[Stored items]
+++
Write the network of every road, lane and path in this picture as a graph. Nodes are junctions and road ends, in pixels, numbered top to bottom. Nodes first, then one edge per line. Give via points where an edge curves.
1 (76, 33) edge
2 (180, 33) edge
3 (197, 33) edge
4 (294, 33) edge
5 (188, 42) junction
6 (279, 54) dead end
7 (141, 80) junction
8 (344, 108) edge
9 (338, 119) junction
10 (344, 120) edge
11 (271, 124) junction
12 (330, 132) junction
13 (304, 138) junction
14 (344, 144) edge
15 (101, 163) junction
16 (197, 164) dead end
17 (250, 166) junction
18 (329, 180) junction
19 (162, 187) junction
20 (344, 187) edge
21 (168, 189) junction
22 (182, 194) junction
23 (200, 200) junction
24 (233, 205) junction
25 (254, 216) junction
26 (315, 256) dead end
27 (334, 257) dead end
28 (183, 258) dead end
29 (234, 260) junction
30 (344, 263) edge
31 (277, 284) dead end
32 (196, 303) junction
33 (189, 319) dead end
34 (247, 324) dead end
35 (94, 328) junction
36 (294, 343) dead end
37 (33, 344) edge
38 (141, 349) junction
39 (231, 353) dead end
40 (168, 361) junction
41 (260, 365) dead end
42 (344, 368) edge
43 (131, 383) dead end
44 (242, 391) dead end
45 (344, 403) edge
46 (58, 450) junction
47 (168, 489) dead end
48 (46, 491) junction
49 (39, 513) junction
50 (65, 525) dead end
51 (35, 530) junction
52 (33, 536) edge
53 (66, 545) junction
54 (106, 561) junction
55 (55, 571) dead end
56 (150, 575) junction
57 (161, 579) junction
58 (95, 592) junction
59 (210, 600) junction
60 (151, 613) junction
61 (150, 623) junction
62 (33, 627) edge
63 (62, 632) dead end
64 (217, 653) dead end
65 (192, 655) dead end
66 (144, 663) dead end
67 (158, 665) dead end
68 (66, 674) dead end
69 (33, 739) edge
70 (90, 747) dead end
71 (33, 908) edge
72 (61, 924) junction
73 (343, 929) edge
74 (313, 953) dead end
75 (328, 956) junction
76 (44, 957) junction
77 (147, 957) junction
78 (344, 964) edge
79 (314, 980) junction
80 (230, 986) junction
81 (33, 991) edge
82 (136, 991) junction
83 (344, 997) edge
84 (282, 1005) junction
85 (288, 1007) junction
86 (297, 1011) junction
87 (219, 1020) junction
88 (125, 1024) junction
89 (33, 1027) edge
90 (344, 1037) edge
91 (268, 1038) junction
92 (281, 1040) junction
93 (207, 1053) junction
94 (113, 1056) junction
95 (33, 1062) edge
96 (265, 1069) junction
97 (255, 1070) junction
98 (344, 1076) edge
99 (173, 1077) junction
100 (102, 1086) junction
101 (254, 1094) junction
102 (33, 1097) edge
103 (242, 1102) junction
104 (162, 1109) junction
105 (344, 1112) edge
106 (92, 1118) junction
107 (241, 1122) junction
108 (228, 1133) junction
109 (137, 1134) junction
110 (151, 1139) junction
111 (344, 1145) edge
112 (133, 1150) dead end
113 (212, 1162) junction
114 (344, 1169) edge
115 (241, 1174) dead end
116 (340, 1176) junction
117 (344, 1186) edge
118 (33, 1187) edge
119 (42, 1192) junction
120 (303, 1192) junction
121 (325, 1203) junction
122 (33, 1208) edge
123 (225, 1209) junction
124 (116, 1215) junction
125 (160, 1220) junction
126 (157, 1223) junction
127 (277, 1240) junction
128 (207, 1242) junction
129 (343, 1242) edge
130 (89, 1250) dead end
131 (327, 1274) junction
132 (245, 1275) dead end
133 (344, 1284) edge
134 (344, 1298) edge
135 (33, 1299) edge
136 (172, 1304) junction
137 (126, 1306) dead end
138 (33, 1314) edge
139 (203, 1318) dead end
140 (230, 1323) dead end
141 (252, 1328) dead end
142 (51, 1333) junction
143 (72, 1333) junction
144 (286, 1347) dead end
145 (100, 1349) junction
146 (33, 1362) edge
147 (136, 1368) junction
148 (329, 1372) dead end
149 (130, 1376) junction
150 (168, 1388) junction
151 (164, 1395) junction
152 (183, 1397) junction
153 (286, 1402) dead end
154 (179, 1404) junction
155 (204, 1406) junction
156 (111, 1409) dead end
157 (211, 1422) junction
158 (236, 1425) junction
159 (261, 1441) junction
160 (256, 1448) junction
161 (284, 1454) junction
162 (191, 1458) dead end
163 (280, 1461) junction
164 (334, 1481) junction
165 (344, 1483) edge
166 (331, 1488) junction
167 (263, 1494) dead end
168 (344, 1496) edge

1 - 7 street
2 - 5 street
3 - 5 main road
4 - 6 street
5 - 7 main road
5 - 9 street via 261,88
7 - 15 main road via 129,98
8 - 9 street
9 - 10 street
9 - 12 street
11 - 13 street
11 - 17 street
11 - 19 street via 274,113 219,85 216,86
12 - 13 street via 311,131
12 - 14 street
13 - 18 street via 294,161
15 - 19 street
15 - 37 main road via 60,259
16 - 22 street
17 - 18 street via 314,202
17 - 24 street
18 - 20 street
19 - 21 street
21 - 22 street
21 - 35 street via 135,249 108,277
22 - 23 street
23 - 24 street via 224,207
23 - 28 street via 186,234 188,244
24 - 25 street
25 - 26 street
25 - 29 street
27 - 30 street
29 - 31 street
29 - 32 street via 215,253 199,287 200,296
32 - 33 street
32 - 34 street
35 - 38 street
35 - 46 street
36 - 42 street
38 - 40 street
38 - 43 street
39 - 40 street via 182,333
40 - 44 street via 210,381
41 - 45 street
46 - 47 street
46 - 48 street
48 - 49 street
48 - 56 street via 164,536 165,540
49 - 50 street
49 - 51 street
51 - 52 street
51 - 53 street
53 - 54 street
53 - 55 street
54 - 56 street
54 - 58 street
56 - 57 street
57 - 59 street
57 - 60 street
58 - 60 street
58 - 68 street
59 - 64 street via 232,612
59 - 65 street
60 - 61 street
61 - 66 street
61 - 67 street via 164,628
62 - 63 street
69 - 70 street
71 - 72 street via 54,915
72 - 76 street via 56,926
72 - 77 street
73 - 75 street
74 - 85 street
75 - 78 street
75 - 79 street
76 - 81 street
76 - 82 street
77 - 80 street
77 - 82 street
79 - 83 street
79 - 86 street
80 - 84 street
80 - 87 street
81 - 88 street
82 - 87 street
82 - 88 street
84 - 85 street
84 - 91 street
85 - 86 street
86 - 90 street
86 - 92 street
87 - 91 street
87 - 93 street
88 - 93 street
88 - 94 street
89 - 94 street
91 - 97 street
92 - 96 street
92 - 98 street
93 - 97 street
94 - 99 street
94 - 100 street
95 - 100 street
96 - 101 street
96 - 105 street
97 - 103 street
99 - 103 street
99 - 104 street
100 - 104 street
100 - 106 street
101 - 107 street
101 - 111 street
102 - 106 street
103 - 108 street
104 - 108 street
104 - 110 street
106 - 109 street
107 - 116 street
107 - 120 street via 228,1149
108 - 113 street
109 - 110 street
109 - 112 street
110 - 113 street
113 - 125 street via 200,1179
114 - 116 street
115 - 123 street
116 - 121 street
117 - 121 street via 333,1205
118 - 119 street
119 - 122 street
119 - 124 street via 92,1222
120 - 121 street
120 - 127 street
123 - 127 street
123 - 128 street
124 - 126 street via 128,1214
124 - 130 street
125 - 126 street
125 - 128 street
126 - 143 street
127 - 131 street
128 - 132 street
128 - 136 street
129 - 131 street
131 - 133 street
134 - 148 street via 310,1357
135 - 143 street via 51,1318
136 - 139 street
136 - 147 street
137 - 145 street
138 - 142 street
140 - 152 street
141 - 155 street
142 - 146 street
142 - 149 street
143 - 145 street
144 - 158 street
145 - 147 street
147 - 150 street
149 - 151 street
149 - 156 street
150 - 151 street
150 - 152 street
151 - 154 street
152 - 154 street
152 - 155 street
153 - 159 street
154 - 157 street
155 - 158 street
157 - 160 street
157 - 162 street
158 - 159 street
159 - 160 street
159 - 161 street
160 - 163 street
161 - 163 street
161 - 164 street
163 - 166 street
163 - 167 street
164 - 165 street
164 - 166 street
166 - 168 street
+++
- _ASSIGNED TASK_:
Each line carrying the string "main" should be copied out from the entries.

- _RESULT FOR THIS EXERCISE_:
3 - 5 main road
5 - 7 main road
7 - 15 main road via 129,98
15 - 37 main road via 60,259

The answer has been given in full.